Career highlights and awards
- 3× All-Star (1985, 1987, 1989); World Series champion (1988);

= Jay Howell =

American baseball player (born 1955)

Jay Canfield Howell (born November 26, 1955) is an American former Major League Baseball relief pitcher for the Cincinnati Reds (1980), Chicago Cubs (1981), New York Yankees (1982–1984), Oakland Athletics (1985–1987), Los Angeles Dodgers (1988–1992), Atlanta Braves (1993) and Texas Rangers (1994).

==Early years==
Howell attended Fairview High School and the University of Colorado.

==Career==
He was selected in the 31st Round of the 1976 Major League Baseball Draft. He was the last player selected and signed in that draft to play in the Major Leagues.

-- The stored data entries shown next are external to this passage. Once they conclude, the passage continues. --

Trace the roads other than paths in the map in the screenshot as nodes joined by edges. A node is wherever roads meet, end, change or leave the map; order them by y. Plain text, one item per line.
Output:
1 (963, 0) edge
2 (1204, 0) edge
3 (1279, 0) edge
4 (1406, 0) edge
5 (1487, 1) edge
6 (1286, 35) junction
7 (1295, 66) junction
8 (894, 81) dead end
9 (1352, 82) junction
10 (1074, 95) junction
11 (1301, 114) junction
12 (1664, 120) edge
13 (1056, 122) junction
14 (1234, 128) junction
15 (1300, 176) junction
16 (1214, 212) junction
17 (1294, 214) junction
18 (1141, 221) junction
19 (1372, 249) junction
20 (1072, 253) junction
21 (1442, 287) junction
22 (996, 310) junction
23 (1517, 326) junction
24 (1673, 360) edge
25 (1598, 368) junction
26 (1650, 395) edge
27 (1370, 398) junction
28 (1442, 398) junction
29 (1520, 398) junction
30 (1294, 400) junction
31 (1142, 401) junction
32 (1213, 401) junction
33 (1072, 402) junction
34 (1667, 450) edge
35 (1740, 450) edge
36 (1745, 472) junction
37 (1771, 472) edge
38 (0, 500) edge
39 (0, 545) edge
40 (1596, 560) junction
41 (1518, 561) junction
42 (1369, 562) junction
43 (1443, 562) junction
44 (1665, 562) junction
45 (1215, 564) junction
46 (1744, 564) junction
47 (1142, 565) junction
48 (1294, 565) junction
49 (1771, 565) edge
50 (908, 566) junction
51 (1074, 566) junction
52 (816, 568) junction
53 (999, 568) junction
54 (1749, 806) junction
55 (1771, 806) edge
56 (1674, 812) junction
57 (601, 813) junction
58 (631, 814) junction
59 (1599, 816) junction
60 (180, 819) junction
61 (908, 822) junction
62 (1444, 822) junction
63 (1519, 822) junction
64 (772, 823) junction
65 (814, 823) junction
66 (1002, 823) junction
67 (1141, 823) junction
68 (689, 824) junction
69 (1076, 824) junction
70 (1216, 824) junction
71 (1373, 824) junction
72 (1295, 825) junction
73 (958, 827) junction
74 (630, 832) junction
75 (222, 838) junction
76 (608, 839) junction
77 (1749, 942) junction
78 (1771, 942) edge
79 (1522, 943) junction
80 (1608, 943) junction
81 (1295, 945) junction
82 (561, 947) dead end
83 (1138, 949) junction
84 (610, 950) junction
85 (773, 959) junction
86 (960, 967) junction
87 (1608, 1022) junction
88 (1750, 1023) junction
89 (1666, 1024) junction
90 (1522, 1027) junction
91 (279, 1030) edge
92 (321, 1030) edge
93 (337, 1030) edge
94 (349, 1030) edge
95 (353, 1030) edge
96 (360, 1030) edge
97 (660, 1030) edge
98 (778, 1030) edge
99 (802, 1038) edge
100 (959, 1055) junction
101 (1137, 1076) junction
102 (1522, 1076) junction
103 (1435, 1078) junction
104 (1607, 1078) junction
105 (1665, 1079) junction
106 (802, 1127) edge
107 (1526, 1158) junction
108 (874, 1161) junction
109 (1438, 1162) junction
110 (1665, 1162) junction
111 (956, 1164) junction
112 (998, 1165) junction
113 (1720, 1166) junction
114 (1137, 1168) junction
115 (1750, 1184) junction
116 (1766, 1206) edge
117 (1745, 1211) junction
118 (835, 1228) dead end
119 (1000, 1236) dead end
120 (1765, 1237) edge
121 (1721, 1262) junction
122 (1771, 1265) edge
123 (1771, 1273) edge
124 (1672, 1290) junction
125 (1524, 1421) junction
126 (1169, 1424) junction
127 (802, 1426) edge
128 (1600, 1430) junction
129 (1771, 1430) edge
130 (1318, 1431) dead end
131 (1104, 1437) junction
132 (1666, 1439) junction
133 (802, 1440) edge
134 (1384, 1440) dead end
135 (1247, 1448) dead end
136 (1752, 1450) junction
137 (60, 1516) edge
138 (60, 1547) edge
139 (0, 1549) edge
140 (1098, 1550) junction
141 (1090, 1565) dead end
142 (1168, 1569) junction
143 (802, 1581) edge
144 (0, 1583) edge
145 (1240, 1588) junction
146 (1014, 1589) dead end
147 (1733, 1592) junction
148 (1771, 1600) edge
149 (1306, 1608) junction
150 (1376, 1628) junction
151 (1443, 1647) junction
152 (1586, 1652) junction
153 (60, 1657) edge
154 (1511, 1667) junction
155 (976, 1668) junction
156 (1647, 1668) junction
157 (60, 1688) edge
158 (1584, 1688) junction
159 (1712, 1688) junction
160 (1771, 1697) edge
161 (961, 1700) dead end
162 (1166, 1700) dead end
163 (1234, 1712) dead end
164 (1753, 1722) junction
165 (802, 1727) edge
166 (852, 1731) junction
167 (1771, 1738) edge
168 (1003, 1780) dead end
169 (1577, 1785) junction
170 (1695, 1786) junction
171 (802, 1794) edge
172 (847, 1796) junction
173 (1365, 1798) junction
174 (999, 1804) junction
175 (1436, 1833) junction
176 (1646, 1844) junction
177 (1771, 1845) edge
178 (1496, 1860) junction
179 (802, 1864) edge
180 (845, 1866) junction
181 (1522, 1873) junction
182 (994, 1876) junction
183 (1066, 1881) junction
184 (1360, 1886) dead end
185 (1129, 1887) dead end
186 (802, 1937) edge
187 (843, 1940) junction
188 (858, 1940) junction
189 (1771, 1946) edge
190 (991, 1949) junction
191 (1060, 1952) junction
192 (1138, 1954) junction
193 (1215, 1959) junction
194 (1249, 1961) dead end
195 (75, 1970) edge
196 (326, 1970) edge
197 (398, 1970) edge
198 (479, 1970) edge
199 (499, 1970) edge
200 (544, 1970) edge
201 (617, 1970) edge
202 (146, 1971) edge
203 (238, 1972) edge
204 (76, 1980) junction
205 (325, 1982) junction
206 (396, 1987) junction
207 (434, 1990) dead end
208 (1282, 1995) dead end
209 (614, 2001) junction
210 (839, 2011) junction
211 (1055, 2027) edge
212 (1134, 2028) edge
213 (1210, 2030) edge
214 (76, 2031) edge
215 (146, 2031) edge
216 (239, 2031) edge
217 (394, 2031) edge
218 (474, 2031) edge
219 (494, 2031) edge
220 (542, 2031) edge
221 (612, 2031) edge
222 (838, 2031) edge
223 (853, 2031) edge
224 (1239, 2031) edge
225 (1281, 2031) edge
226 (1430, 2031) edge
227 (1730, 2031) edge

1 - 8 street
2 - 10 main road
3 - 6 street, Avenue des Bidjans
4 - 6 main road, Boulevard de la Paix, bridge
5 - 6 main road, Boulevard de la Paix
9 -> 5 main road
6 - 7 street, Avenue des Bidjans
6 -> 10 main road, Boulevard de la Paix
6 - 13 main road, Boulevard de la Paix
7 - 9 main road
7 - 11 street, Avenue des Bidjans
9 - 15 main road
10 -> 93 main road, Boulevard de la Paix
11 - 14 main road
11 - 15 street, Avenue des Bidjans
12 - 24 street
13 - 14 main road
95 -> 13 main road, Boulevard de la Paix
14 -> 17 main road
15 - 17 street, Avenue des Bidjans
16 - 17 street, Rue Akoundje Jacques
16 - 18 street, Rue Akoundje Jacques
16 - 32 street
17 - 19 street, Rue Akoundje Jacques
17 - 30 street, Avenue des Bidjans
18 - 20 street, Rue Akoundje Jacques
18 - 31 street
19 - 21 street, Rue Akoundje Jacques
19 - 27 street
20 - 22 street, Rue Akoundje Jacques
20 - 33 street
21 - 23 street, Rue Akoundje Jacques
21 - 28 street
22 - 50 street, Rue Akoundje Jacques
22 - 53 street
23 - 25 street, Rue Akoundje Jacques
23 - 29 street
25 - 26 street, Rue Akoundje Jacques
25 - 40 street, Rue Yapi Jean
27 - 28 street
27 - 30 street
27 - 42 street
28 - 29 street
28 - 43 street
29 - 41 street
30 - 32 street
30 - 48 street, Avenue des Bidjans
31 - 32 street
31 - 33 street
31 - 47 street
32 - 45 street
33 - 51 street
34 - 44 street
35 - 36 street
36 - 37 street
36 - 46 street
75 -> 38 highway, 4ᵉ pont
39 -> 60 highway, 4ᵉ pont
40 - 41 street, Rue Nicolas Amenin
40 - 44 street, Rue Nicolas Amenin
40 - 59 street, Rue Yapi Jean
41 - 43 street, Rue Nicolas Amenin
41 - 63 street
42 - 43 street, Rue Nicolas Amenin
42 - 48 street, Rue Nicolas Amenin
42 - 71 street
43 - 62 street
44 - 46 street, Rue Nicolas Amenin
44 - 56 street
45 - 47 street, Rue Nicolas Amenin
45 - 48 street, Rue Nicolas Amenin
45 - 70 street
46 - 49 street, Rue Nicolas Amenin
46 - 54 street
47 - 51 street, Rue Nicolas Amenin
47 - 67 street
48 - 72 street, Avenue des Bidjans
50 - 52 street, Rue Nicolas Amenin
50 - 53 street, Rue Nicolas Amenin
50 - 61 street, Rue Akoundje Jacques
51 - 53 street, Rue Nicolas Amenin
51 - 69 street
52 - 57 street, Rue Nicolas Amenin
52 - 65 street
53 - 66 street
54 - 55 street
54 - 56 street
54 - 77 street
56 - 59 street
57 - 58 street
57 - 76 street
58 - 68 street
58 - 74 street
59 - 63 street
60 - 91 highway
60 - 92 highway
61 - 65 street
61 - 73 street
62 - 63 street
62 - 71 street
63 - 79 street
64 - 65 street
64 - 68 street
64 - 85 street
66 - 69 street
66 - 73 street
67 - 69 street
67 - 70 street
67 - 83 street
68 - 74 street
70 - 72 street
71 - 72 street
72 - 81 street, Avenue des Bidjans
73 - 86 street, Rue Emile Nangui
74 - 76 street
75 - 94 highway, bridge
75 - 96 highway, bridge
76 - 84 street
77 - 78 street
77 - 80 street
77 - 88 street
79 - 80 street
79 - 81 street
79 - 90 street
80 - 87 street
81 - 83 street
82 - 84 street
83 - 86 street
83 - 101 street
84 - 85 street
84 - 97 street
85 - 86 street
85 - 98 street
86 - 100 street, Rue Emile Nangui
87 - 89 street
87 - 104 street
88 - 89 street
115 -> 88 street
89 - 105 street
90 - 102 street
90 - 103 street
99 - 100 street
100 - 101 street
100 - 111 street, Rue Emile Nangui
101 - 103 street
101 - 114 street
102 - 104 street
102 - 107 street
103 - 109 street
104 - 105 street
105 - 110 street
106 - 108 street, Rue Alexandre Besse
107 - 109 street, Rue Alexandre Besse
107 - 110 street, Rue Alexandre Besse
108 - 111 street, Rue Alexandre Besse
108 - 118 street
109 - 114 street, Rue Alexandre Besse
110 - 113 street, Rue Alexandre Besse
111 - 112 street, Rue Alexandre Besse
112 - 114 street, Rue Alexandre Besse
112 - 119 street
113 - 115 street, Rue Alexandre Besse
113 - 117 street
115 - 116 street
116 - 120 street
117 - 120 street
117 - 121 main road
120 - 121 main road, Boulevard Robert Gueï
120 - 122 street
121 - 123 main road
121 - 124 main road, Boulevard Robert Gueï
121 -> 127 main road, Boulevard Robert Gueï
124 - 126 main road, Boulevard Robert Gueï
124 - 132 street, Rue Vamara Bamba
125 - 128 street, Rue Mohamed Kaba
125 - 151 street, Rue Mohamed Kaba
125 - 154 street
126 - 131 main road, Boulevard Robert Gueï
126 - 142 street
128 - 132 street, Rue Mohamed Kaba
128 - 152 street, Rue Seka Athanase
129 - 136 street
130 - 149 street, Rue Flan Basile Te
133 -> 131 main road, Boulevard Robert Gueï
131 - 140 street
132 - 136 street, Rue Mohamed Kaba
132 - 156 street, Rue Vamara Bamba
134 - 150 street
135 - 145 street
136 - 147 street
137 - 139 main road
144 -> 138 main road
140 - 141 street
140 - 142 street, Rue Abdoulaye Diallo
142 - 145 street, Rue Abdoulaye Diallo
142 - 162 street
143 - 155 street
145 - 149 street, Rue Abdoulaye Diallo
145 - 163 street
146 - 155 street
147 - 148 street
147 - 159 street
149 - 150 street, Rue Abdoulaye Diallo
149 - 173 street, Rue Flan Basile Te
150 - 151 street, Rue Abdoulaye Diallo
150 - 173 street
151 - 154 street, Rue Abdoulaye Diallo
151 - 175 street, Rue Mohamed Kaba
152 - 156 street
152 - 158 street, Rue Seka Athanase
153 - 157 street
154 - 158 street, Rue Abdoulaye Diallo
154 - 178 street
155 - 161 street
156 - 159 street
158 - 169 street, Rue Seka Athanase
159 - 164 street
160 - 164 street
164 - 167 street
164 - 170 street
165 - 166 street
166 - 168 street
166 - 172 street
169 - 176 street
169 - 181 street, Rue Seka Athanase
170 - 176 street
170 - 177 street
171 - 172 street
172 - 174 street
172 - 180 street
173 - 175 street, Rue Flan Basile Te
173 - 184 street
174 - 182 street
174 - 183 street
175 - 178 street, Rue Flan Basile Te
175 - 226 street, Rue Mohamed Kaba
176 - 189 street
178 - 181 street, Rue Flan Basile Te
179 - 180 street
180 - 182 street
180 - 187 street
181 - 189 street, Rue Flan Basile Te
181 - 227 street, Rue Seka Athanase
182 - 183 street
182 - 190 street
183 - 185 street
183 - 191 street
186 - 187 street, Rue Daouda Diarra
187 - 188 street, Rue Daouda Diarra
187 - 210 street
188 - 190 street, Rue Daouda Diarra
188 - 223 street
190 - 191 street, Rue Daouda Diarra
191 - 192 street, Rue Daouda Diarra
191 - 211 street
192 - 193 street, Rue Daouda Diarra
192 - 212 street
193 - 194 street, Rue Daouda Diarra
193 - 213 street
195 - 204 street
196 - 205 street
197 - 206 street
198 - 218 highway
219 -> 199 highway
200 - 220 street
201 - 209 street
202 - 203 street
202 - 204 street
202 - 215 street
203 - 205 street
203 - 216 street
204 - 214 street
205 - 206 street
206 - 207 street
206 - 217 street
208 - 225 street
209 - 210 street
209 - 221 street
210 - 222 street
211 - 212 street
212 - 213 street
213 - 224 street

Howell was a member of the Los Angeles Dodgers when they won the 1988 World Series. In the third game of the National League Championship Series against the New York Mets, Howell was ejected for having pine tar, an illegal substance, in his glove, though he said the only reason he used it was to get a better grip on the ball. He was suspended for three days, but it was shortened to two days.

He was named to two American League All-Star Teams in 1985 and 1987 and the 1989 National League All-Star Team.

He currently ranks 79th on the Major League Baseball Career Saves List (155) and 83rd on the Career Games Finished List (360).

==Coaching experience==
Howell coached Cal State Northridge from 1998 to 2005 where he led the Matadors to two Big Sky Conference Titles. Major League player Kameron Loe played for Howell.